Vector Analysis to Detect Hepatotoxicity Signals in Drug Development

Hepatotoxicity is a leading cause of discontinuing drugs in development and withdrawing drugs from clinical use. Most withdrawals are due to idiosyncratic hepatotoxicity which usually escapes detection in clinical trials because of its rarity. We investigated the potential of vector analysis of liver function tests to detect an early signal of idiosyncratic hepatotoxicity in clinical trials using data with an obvious drug-induced liver response. Serum samples collected serially during randomized, placebo-controlled trials of a compound that was subsequently discontinued because of hepatotoxicity were analyzed for alanine aminotransferase, aspartate aminotrans-ferase, γ-glutamyltransferase, and alkaline phosphatase. Vectors for combinations of tests were computed and displayed in two or three dimensions over the 6-week course of the trials. At baseline, short vectors were clustered within the normal range in the active- and placebo-treatment groups. By the third week, several vectors in the active-treatment group had elongated inside of the normal range and moved outside in the fourth week. Thereafter, the vectors began to return to the baseline range.
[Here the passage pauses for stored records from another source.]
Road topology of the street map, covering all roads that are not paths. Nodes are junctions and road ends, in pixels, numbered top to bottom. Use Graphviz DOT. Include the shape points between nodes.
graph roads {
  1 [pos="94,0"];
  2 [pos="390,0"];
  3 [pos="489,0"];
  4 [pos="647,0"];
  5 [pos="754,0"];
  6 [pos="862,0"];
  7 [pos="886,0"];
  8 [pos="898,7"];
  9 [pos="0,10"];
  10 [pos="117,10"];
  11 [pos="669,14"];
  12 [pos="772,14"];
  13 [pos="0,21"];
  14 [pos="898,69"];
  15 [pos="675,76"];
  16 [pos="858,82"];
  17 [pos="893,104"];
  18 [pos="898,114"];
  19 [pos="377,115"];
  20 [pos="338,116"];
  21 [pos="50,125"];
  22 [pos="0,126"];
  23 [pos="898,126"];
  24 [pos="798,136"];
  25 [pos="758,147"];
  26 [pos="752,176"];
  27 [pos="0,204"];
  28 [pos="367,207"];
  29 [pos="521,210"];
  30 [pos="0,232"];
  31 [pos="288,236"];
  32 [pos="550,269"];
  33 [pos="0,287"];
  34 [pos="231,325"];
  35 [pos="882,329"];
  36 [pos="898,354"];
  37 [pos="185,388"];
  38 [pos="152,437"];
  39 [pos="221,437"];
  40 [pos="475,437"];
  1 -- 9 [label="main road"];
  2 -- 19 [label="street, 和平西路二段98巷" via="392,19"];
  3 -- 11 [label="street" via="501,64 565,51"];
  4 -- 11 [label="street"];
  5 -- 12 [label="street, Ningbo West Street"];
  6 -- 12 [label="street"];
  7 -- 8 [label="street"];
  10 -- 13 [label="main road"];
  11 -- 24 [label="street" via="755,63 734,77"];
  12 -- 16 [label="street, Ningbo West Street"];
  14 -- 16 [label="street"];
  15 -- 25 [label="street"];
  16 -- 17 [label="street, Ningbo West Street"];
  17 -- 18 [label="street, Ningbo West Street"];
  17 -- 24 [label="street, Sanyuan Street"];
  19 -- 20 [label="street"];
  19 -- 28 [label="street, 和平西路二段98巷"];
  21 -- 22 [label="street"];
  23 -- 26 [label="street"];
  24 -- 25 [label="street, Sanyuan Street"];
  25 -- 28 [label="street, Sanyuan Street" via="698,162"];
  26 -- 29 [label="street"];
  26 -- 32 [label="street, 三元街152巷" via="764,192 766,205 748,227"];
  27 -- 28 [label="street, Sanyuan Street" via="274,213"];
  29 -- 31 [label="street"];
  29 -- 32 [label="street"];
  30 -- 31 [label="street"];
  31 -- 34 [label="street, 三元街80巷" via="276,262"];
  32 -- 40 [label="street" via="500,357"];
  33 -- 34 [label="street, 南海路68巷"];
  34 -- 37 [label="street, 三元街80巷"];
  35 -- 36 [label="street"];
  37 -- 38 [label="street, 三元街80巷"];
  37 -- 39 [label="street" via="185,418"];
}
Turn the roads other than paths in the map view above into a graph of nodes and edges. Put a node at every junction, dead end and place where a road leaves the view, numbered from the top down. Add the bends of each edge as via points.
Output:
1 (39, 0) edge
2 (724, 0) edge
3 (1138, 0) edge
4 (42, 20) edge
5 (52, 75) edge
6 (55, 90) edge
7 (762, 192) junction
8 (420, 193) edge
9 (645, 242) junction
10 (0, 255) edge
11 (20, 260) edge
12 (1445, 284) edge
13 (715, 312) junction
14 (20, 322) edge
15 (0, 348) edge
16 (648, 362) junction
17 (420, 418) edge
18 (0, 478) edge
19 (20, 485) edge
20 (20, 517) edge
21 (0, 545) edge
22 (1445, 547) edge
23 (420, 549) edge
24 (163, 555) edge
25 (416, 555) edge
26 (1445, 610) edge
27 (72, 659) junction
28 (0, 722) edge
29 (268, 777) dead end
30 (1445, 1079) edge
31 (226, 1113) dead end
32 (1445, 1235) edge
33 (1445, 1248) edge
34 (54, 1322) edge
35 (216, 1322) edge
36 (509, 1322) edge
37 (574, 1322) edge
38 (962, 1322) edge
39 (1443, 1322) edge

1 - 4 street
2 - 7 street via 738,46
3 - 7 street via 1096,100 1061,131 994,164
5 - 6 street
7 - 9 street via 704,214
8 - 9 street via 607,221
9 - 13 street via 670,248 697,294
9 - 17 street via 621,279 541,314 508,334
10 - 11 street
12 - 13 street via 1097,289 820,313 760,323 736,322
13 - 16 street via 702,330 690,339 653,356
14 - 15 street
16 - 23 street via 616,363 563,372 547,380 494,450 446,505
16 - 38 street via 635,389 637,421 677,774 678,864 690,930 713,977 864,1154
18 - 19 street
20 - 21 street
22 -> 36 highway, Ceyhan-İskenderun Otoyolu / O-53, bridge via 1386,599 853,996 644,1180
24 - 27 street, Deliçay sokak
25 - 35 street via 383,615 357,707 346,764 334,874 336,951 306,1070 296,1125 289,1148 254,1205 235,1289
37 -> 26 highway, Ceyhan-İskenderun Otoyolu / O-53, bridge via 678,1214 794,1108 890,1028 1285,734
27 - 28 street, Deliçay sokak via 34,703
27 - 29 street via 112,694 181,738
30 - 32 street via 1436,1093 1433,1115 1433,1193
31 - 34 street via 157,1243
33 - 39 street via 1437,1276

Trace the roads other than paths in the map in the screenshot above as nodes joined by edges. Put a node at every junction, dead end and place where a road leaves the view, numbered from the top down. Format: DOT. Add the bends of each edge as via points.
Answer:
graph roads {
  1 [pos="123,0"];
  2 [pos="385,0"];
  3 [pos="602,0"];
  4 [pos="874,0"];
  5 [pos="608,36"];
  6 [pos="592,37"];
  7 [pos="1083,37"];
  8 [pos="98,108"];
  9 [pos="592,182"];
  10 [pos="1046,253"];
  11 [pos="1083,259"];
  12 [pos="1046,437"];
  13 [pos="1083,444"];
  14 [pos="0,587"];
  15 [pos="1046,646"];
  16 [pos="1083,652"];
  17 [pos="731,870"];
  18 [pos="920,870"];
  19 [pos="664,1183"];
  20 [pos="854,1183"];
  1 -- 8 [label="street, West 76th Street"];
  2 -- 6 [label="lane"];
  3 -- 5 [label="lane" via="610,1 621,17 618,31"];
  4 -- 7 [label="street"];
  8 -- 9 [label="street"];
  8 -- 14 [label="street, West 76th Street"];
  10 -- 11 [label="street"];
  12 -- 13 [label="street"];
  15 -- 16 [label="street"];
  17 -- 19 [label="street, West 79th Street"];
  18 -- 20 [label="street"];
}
These results suggest that vector analysis may be useful in detecting earlier or clinically obscure signals of hepatotoxicity in clinical trials. Learning Objectives Upon completion of this article, participants should be able to: Describe how vector (multivariate) analysis is used to detect hepatotoxicity in clinical trials Recognize why the usual univariate statistical methods of detecting abnormalities in clinical laboratory tests may miss important signals Conceptualize how motion in multidimensional data can define a signal that is not otherwise observable Explain why the usual normal limits may be missing hepatotoxicity signals both in space and time Target Audience This article is designed for clinicians, biostatisticians, drug safety analysts, epidemiologists, toxicologists, and pharmacologists.